Chung-hong Chan, Hartmut Wessler, Marc Jungblut, Kasper Welbers, Scott Althaus, Joseph Bajjalieh, Wouter van Atteveldt
Challenging the Global Cultural Conflict Narrative: An Automated Content Analysis on How Perpetrator Identity Shapes Worldwide News Coverage of Islamist and Right-Wing Terror Attacks

International Journal of Press-Politics, 2024: 29, issue 4, pp. 1064-1089
ISSN: 1940-1612 (print), 1940-1620 (online)

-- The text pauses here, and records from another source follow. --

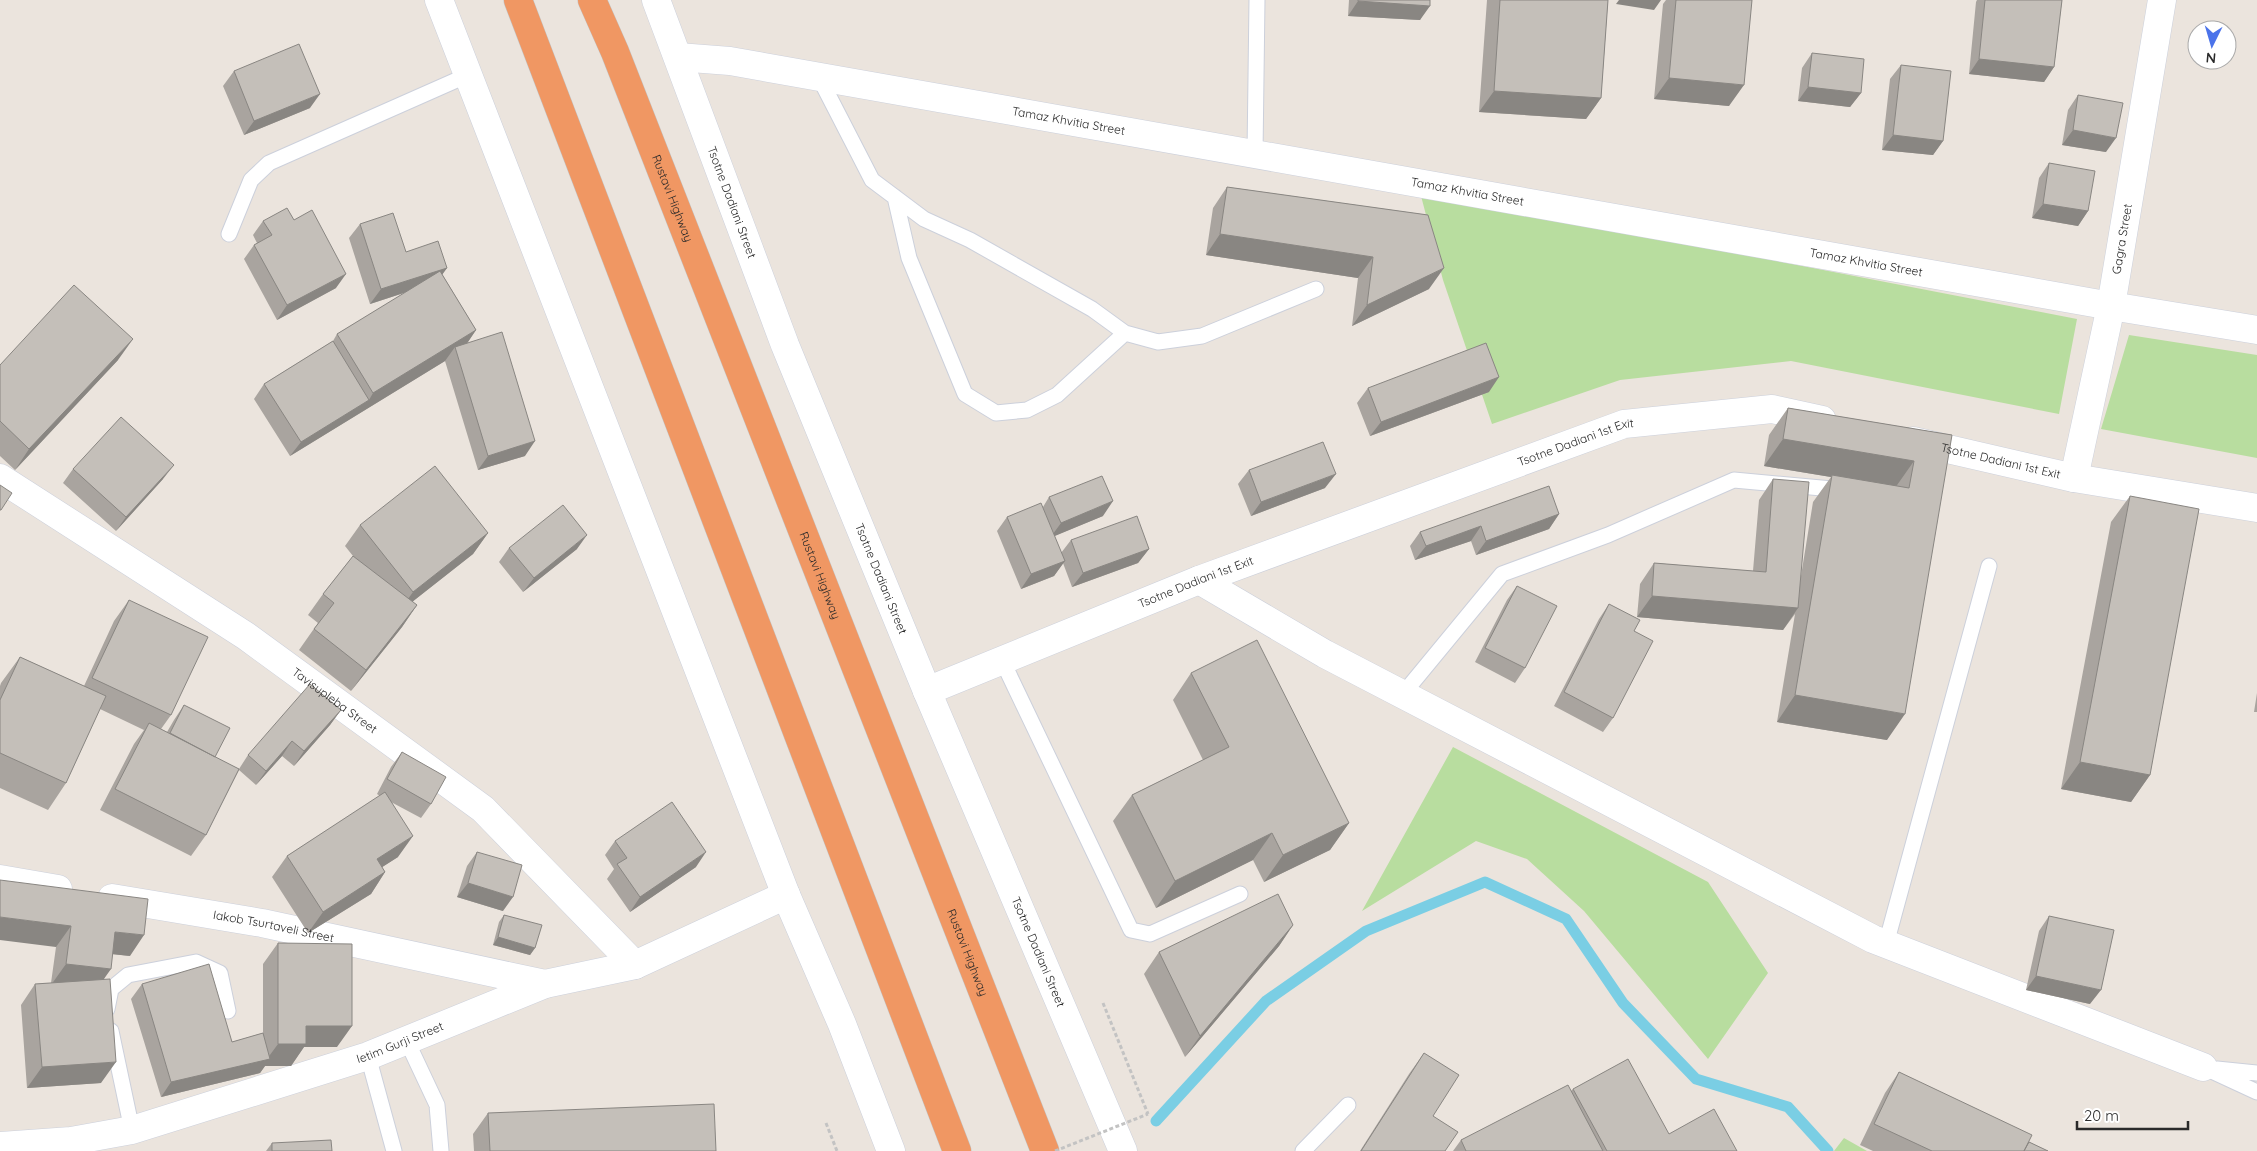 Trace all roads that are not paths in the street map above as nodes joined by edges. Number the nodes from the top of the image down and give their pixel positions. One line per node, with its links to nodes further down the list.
1 (439, 0): 8 (street)
2 (592, 0): 47 (highway, Rustavi Highway)
3 (656, 0): 7 (street, Tsotne Dadiani Street)
4 (1257, 0): 10 (lane)
5 (2162, 0): 14 (street, Gagra Street)
6 (522, 11): 46 (highway)
7 (678, 57): 9 (street, Tamaz Khvitia Street); 26 (street, Tsotne Dadiani Street)
8 (468, 75): 12 (lane); 30 (street)
9 (819, 78): 10 (street, Tamaz Khvitia Street); 11 (lane)
10 (1255, 154): 14 (street, Tamaz Khvitia Street)
11 (895, 197): 16 (lane); 16 (lane)
12 (229, 234)
13 (1316, 290): 16 (lane)
14 (2111, 306): 15 (street, Tamaz Khvitia Street); 20 (street, Gagra Street)
15 (2257, 330)
16 (1125, 333)
17 (1847, 426): 24 (street, Tsotne Dadiani 1st Exit)
18 (1885, 435): 20 (street, Tsotne Dadiani 1st Exit)
19 (0, 478): 32 (street, Tavisupleba Street)
20 (2074, 478): 22 (street, Tsotne Dadiani 1st Exit)
21 (1856, 491): 27 (lane)
22 (2257, 508)
23 (1988, 566): 31 (lane)
24 (1199, 580): 25 (street, Tsotne Dadiani 1st Exit); 27 (street)
25 (1002, 660): 26 (street, Tsotne Dadiani 1st Exit); 29 (lane)
26 (927, 691): 48 (street, Tsotne Dadiani Street)
27 (1403, 694): 31 (street)
28 (0, 879): 33 (street, Iakob Tsurtaveli Street)
29 (1240, 894)
30 (786, 895): 32 (street, Ietim Gurji Street); 45 (street)
31 (1886, 944): 37 (street)
32 (635, 965): 33 (street, Ietim Gurji Street)
33 (545, 984): 35 (street, Ietim Gurji Street)
34 (228, 1011): 41 (lane)
35 (406, 1039): 36 (street, Ietim Gurji Street); 44 (lane)
36 (368, 1056): 41 (street, Ietim Gurji Street); 43 (lane)
37 (2203, 1067): 38 (lane); 39 (lane)
38 (2257, 1073)
39 (2257, 1092)
40 (1348, 1105): 49 (lane)
41 (132, 1130): 42 (street, Ietim Gurji Street)
42 (0, 1146)
43 (394, 1151)
44 (442, 1151)
45 (891, 1151)
46 (958, 1151)
47 (1045, 1151)
48 (1123, 1151)
49 (1303, 1151) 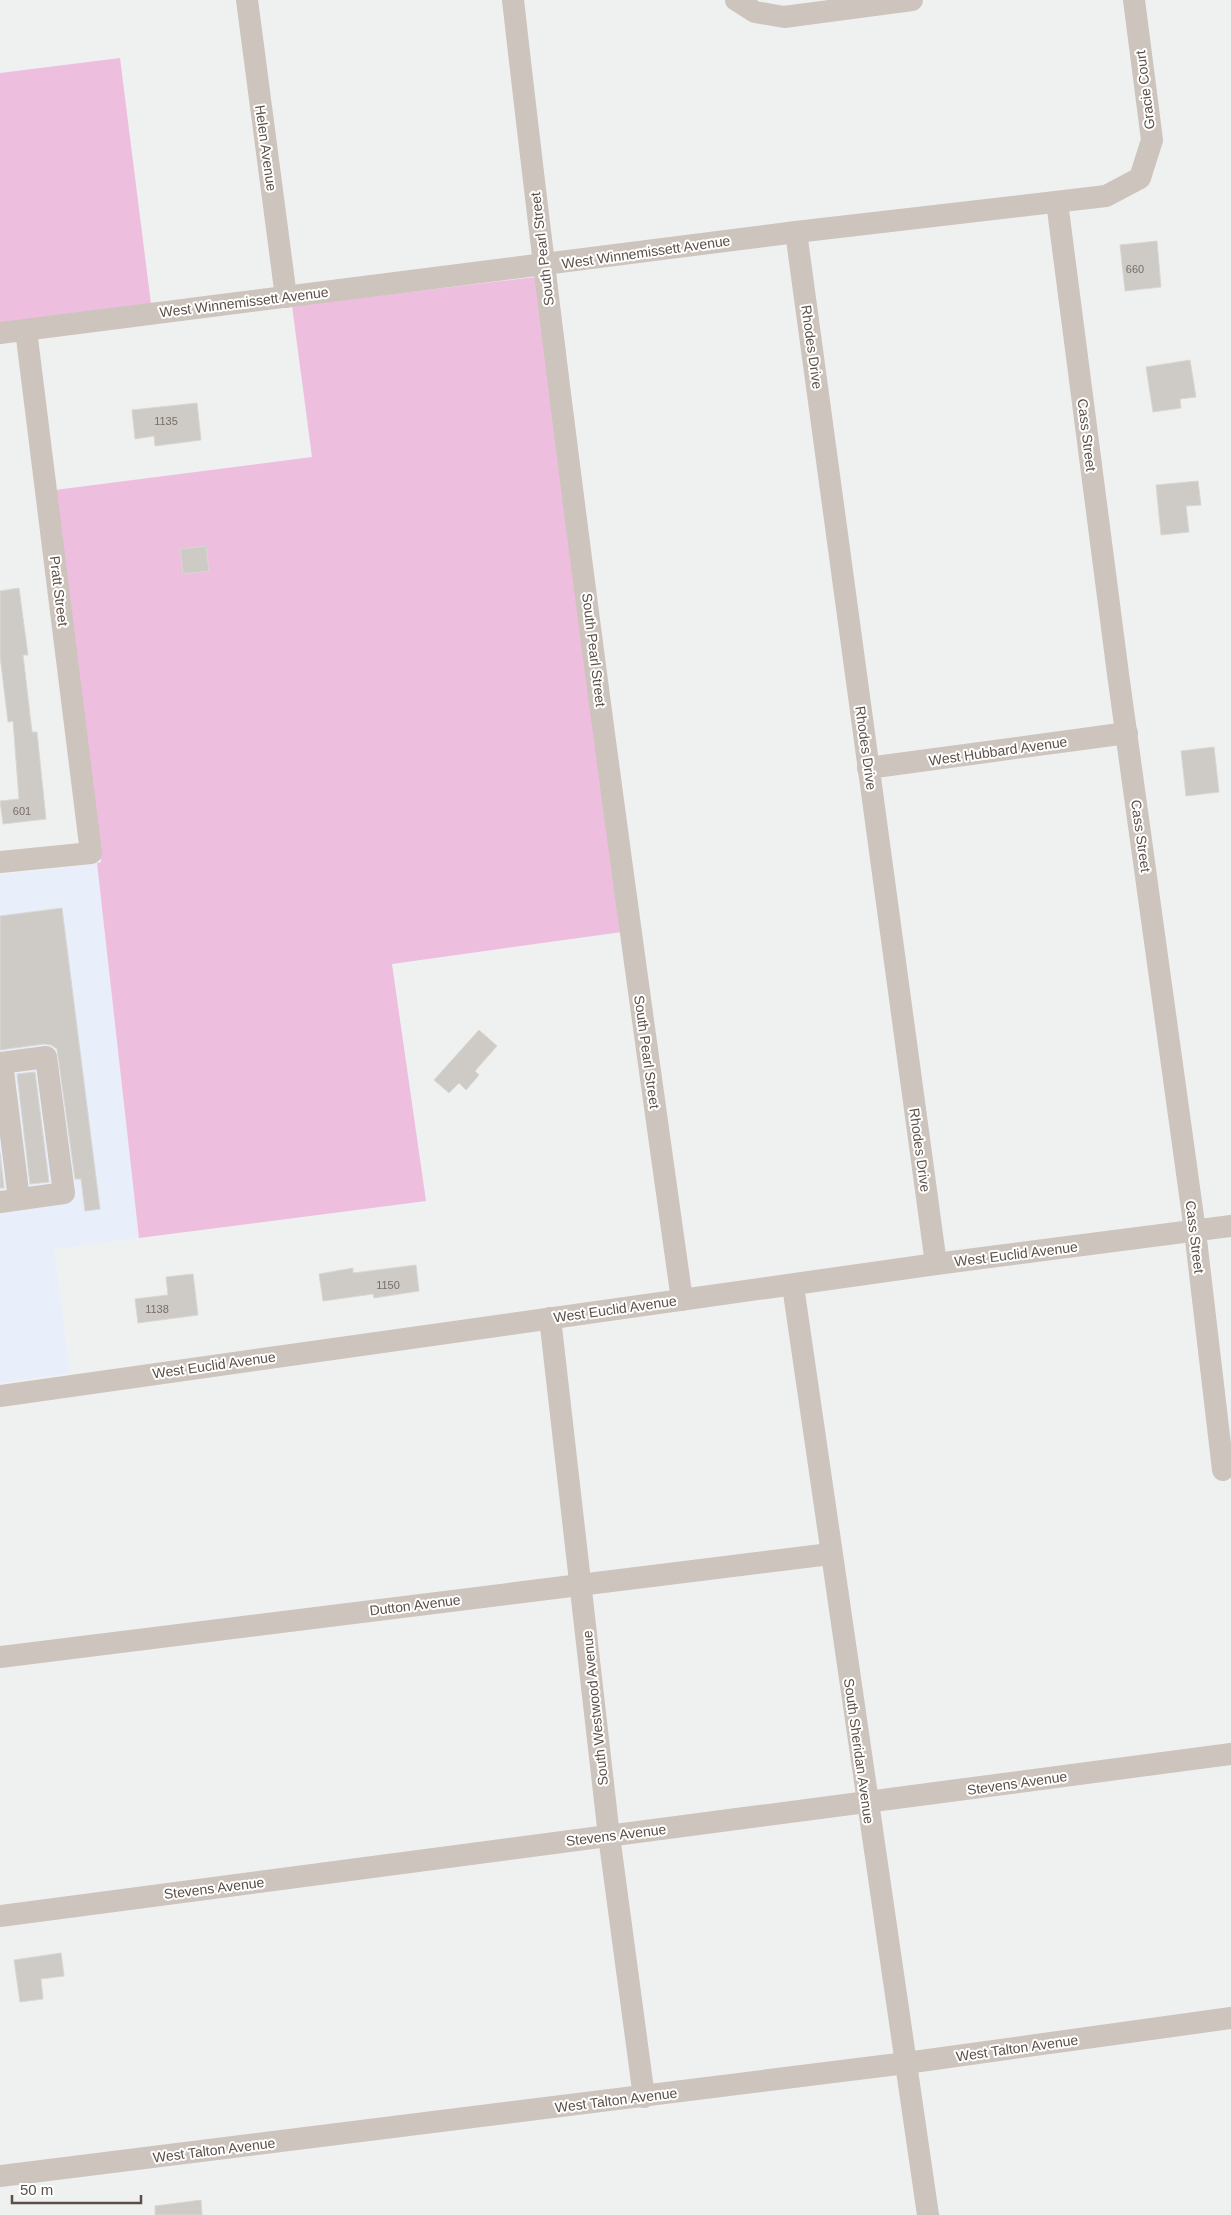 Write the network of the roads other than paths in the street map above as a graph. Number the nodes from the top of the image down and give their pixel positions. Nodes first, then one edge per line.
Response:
1 (247, 0) edge
2 (513, 0) edge
3 (736, 0) edge
4 (912, 0) edge
5 (1134, 0) edge
6 (1140, 178) joint
7 (1057, 202) junction
8 (796, 232) junction
9 (543, 266) junction
10 (286, 297) junction
11 (26, 330) junction
12 (0, 333) edge
13 (1127, 733) junction
14 (868, 768) junction
15 (0, 862) edge
16 (1, 1063) edge
17 (9, 1200) edge
18 (1231, 1226) edge
19 (1195, 1231) junction
20 (936, 1264) junction
21 (793, 1286) junction
22 (682, 1300) junction
23 (550, 1318) junction
24 (0, 1396) edge
25 (1223, 1470) dead end
26 (830, 1554) junction
27 (581, 1584) junction
28 (0, 1657) edge
29 (1231, 1754) edge
30 (867, 1803) junction
31 (609, 1836) junction
32 (0, 1916) edge
33 (1231, 2018) edge
34 (906, 2063) junction
35 (644, 2097) junction
36 (0, 2176) edge
37 (928, 2215) edge

1 - 10 street, Helen Avenue
2 - 9 street, South Pearl Street
3 - 4 street
5 - 6 street, Gracie Court
6 - 7 street, West Winnemissett Avenue
7 - 8 street, West Winnemissett Avenue
7 - 13 street, Cass Street
8 - 9 street, West Winnemissett Avenue
8 - 14 street, Rhodes Drive
9 - 10 street, West Winnemissett Avenue
9 - 22 street, South Pearl Street
10 - 11 street, West Winnemissett Avenue
11 - 12 street, West Winnemissett Avenue
11 - 15 street, Pratt Street
13 - 14 street, West Hubbard Avenue
13 - 19 street, Cass Street
14 - 20 street, Rhodes Drive
16 - 17 street
16 - 17 street
18 - 19 street, West Euclid Avenue
19 - 20 street, West Euclid Avenue
19 - 25 street, Cass Street
20 - 21 street, West Euclid Avenue
21 - 22 street, West Euclid Avenue
21 - 26 street, South Sheridan Avenue
22 - 23 street, West Euclid Avenue
23 - 24 street, West Euclid Avenue
23 - 27 street, South Westwood Avenue
26 - 27 street, Dutton Avenue
26 - 30 street, South Sheridan Avenue
27 - 28 street, Dutton Avenue
27 - 31 street, South Westwood Avenue
29 - 30 street, Stevens Avenue
30 - 31 street, Stevens Avenue
30 - 34 street, South Sheridan Avenue
31 - 32 street, Stevens Avenue
31 - 35 street, South Westwood Avenue
33 - 34 street, West Talton Avenue
34 - 35 street, West Talton Avenue
34 - 37 street, South Sheridan Avenue
35 - 36 street, West Talton Avenue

Recent terrorist attacks such as the Christchurch mosque attacks in 2019 renew the discussion of whether right-wing attacks are reported less negatively than Islamist attacks. To clarify this point, our study is the first to combine the selection of media inside and outside the West with a distinction between Islamist and right-wing attacks. We compare coverage given to thirty-two right-wing and forty Islamist attacks from 2015 to 2019 in nine Western and eight non-Western English-language media outlets, tapping the differential use of the “terrorist/terrorism” label and textual sentiment. Both (many) Western and (some) non-Western media use this label more frequently in the coverage of Islamist attacks. Importantly, public diplomacy channels from non-Western countries such as China Daily and Sputnik also demonstrate this pattern. Delegitimizing Islamist attacks more than right-wing attacks thus cannot be explained as merely a Western phenomenon alone. We point to alternative explanations and call for greater standardization of coverage across Islamist and right-wing attacks.